It should be noted that fig. 1 shows only one server 10, however, the server 10 of the present invention may be multiple servers, for example, multiple computer devices in a cloud platform may jointly function as a server. The client 10 may be a computer, a Personal Digital Assistant (PDA), a tablet computer, a smart phone, or other various computing devices.
The connection between the server 10 and the client 20 may be a wired network or a wireless network. In the client 20, a browser or other network information processing software for accessing network information may be provided.
Fig. 2A illustrates steps of a network information collection method according to the present embodiment. The method according to the present embodiment is described below with reference to fig. 2A.
Step 210, acquiring information to be collected, which is to be collected by a user, according to a collection instruction of the user, wherein the information to be collected includes website information and/or webpage content related information, such as a webpage address, a webpage name, and all or part of webpage content, which are to be collected by the user;
step 220, analyzing the information to be collected to determine the classification of the information to be collected;
step 230, storing the information to be collected and the determined classification of the information to be collected.
In step 210, more specifically, when the user clicks on the browser of the client 20, the browser receives the user's favorite indication. According to the collection instruction, the browser can acquire the information to be collected, which is collected by the user.
In one example, the user clicks a customized collection button or a browser plug-in on the browser, and the browser obtains the website information of the currently accessed webpage as the information to be collected according to the operation (corresponding to the collection instruction of the user) of the user. Certainly, the information to be collected may not only be website information to be collected by the user, but also be web page content to be collected by the user, including pictures, texts, even images and the like in the web page.
Preferably, the browser may also send the received collection instruction of the user to the server 10, and the server 10 obtains the information to be collected, which is to be collected by the user, according to the instruction, so as to store the information to be collected in the server 10 in step 230.
For example, the user clicks a custom button, browser plug-in, menu, etc. on the browser for local collection or network collection, the server 10 receives a message (corresponding to the user's collection indication) from the browser indicating that the click event has occurred, and determines the information to be collected by the user based on the message. For example, the server 10 uses the website included in the message and uses all or part of the content of the webpage corresponding to the website as the information to be collected according to the website. More specifically, the server 10 may analyze, according to a machine learning algorithm such as nave Bayesian Model (NBC), a Support Vector Machine (SVM), a potential Dirichlet Allocation Model (LDA), a neural network, and the like, a web content pointed by the website information in the downloaded information to be collected, a part or all of the web contents of the website corresponding to the website information in the information to be collected, and/or a web content included in the information to be collected.
In addition, other software or modules in the client 20 may also be used to perform the operation of acquiring the information to be collected, which is to be collected by the user, according to the collection instruction of the user.
The process of analyzing the information to be collected to determine the classification of the information to be collected in step 220 is described in detail below.
Firstly, analyzing the webpage content information corresponding to the information to be collected based on a preset keyword library to judge whether at least one keyword which is contained in the webpage content information corresponding to the information to be collected and contained in the preset keyword library exists.

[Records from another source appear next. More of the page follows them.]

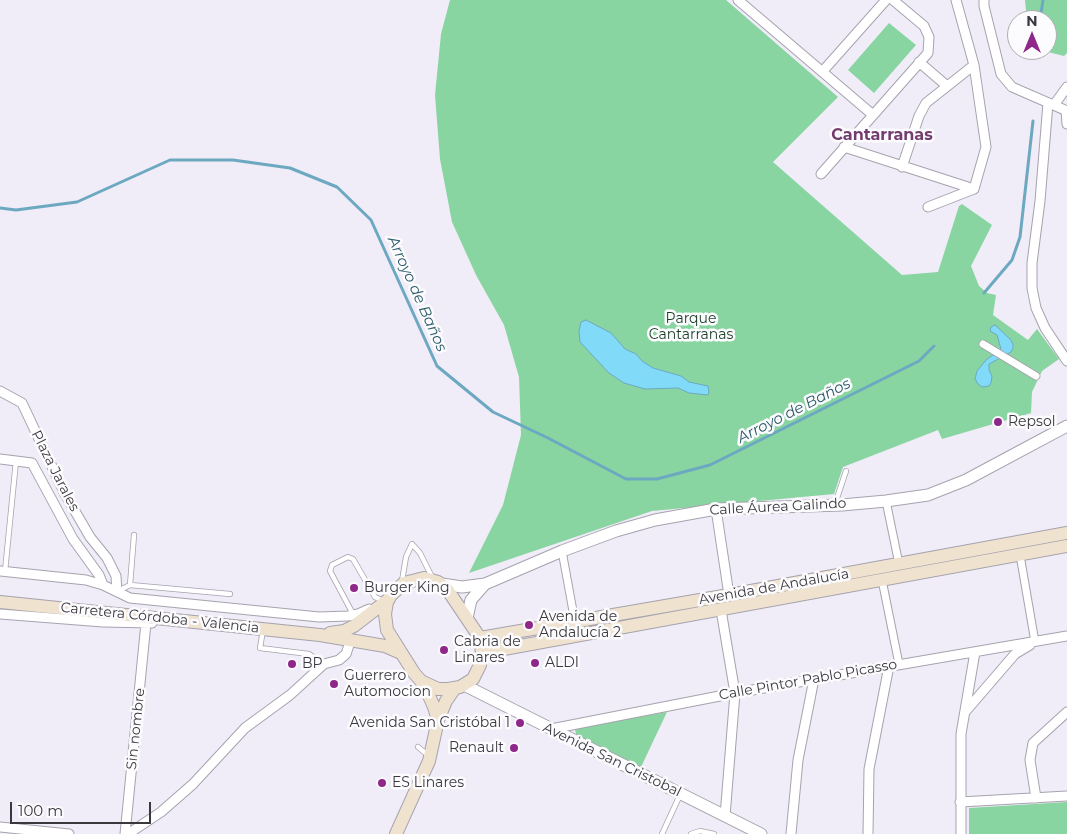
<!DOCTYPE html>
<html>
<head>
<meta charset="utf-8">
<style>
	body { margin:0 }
	#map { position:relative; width:1067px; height:834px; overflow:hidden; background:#f0ecf8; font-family:Montserrat,sans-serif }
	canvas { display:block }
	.north { position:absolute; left:1007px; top:10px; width:50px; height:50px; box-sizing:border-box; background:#fcfbfd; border:1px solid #aeadb0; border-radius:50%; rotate:0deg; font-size:14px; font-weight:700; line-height:20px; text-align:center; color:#3a383d }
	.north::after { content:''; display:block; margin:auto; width:18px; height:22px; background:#8f268a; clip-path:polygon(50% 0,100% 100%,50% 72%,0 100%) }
	.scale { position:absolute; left:10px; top:802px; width:141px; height:22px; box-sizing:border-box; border:2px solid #3a383d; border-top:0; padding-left:6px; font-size:15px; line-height:18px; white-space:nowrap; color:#3a383d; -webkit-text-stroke:4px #fcfbfd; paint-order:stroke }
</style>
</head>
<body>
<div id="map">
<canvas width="1067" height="834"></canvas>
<div class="north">N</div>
<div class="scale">100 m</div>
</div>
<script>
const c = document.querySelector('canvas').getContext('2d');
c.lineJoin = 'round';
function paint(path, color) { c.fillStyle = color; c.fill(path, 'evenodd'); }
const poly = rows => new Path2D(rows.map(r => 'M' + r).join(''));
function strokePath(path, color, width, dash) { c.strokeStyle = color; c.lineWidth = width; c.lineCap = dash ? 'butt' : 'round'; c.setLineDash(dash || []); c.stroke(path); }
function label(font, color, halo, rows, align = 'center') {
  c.font = font + ' Montserrat,sans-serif'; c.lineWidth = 5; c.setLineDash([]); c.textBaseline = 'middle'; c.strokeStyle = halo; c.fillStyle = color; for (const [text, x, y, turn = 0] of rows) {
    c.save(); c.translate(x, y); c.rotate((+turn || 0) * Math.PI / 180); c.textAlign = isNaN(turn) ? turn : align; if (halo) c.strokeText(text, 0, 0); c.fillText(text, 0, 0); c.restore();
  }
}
paint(poly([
	[450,0,726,0,838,97,773,162,902,275,938,272,959,206,962,204,992,225,971,266,979,286,987,293,996,295,993,315,1028,340,1037,329,1059,359,1042,371,1032,392,1031,413,942,439,938,430,843,467,834,494,652,511,469,573,503,505,521,435,519,377,504,325,476,275,452,222,440,159,435,95,441,34],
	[1025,0,1067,0,1067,53,1064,56,1040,50,1047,50,1047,20,1027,20],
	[889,23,916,45,874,93,848,70],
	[667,712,641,767,577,737,575,730,580,727],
	[1067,802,1067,834,969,834,969,808]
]), '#89d5a2');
const water = poly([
	[586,320,611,333,625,349,636,354,642,361,653,368,681,376,689,382,708,386,709,392,708,395,689,393,678,388,645,389,624,383,609,373,580,342,579,331,581,322,586,320],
	[995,325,1010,339,1013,344,1013,348,1011,352,989,364,989,370,992,376,991,383,989,386,982,387,978,384,975,379,977,371,986,360,1001,349,997,335,990,331,991,327,995,325]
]);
paint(water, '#82daf9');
strokePath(water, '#6ca9c1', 1);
strokePath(poly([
	[1040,20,1043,0],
	[0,208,16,210,77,202,170,160,233,160,290,168,337,187,371,220,437,366,493,412,548,438,626,479,657,479,710,465,919,361,934,346],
	[984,293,1012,260,1020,237,1033,121]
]), '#6ca9c1', 3);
const service = poly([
	[835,504,846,471],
	[5,571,16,461],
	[402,581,406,557,412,544,420,553,433,579],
	[130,585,134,535],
	[118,591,130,585,230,594],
	[353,614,330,571,332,565,348,557,353,559,375,597,383,601],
	[263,630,260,648,309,654,323,664],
	[418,747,429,756],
	[662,834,680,795],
	[691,834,700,831,714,834]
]);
const pedestrian = poly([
	[983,344,1036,376],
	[886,501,899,564],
	[562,551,575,622],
	[1020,555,1035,642],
	[882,580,899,664]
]);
const minor = poly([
	[738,0,873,115],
	[956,0,974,65,986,147,974,189],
	[984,0,984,6,1001,74,1012,87,1067,111],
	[919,62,947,86],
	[822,72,886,0],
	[1048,103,1040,201,1032,263,1032,288,1036,308,1045,328,1067,361],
	[1054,105,1067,87],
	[1066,111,1067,124],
	[844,147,974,189],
	[902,167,919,116,926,103,974,65],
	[821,174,928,53,929,37,924,26,893,0],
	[928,207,974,189],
	[0,391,22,403,65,494,90,537,107,558,116,576,117,592],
	[0,459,32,463,73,539,99,575,103,585],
	[716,509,729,595],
	[0,571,86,580,103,585,130,598,319,617,348,616,358,614,369,609],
	[721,610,735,693,725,816],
	[0,614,103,622,152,623],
	[965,712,1015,654,1030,645],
	[551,729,735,693,1067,636],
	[1036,798,1030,760,1033,743,1067,712],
	[960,802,1067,796],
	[0,827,69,834],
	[125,834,146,623],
	[128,834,161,812,193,784,245,728,290,695,324,664,339,660,346,654,351,639],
	[791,834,798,760,814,679],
	[868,834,869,769,889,666],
	[961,834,961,734,975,652]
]);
const tertiary = poly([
	[442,584,462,587,485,584,562,551,616,531,655,520,716,509,842,505,886,501,928,495,966,480,1067,426],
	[467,618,471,600,485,584],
	[464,685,761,834]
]);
const secondary = poly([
	[424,578,438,582,447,589,480,638,482,653,480,665,473,679,460,687,448,689,438,689,421,681,414,673,387,630,385,614,387,602,391,595,404,583,424,578],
	[0,602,320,635,385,646,401,653],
	[330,633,344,631,354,626,389,599],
	[480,638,729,595,1067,533],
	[482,653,1067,546],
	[423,682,434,707,438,720],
	[396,834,429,761,438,720,446,701,455,688]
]);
strokePath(service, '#a6a3ae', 6);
strokePath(pedestrian, '#a6a3ae', 9);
strokePath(minor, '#a6a3ae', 11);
strokePath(tertiary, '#a6a3ae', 13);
strokePath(secondary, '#a6a3ae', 14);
strokePath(service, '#fff', 4.5);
strokePath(pedestrian, '#fff', 7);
strokePath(minor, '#fff', 9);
strokePath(tertiary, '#fff', 11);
strokePath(secondary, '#efe2cf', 12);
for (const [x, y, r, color] of [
	[998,422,5,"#8f268a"],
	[354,588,5,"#8f268a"],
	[529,625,5,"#8f268a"],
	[444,650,5,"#8f268a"],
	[535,663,5,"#8f268a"],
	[292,664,5,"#8f268a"],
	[334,684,5,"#8f268a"],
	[520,723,5,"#8f268a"],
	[514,748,5,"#8f268a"],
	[382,783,5,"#8f268a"]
]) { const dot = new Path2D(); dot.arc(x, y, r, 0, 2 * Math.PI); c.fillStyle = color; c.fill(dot); strokePath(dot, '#fcfbfd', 2); }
label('14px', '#193e26', '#fcfbfd', [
	["Parque",691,319],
	["Cantarranas",691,335]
]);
label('14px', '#3a383d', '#fcfbfd', [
	["Repsol",1008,422],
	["Burger King",364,588],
	["Avenida de",539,617],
	["Andalucía 2",539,633],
	["Cabria de",454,642],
	["Linares",454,658],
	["ALDI",545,663],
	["BP",302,664],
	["Guerrero",344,676],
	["Automocion",344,692],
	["Avenida San Cristóbal 1",510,723,"right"],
	["Renault",504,748,"right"],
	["ES Linares",392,783]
], 'left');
label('14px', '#3a383d', '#fcfbfd', [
	["Plaza Jarales",55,471,63],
	["Calle Áurea Galindo",778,507,-3],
	["Avenida de Andalucía",774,587,-10],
	["Carretera Córdoba - Valencia",160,618,6],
	["Calle Pintor Pablo Picasso",808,680,-10],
	["Sin nombre",136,729,-84],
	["Avenida San Cristobal",612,760,26]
]);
label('italic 15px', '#295b6b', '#fcfbfd', [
	["Arroyo de Baños",417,294,66],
	["Arroyo de Baños",794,411,-27]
]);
label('bold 16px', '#723d6e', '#fcfbfd', [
	["Cantarranas",882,135]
]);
</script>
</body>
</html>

For example, the frequency of occurrence of each keyword in the keyword library in the web content information corresponding to the information to be collected is analyzed through the word frequency analysis, so that the above-mentioned determination operation can be completed, that is, it is determined whether at least one keyword which is included in the web content information corresponding to the information to be collected and is included in the preset keyword library exists.
For another example, keywords that can be used to reflect characteristics of the web content information corresponding to the information to be collected in the web content information corresponding to the information to be collected may also be analyzed through semantic analysis or text analysis, and then whether the keywords are in a preset keyword library is determined, thereby completing the above determination operation.
If the result of the determination is yes, that is, if it is determined that at least one keyword is included in the web content information corresponding to the information to be collected and included in the preset keyword library, the category corresponding to the keyword may be determined as the category of the information to be collected. It should be noted that the number of the keywords may be one or more, one keyword may correspond to multiple categories, and multiple keywords may also correspond to the same category, so that the categories of the information to be collected may be multiple.
Preferably, when it is determined that there are more keywords included in the web content information corresponding to the information to be collected and included in the preset keyword library, a category corresponding to one or more keywords that appear more frequently in the web content information corresponding to the information to be collected among the keywords may be determined as the category of the information to be collected, so that the classification accuracy may be better improved.
In addition, during analysis, the three analysis modes of text analysis, semantic analysis and word frequency statistical analysis can be combined for use, so as to analyze and obtain the keywords which can most embody the characteristics of the webpage content information corresponding to the information to be collected.
In addition, only one or a plurality of classifications corresponding to more keywords in the classifications corresponding to the keywords can be used as the classification of the information to be collected, so that the classification accuracy is improved.
Determining the classification of the information to be collected as a preset default classification when the judgment result is negative, namely, the judgment result is that no keyword which is contained in the webpage content information corresponding to the information to be collected and is contained in the preset keyword library exists; or determining the classification designated by the user as the classification of the information to be collected.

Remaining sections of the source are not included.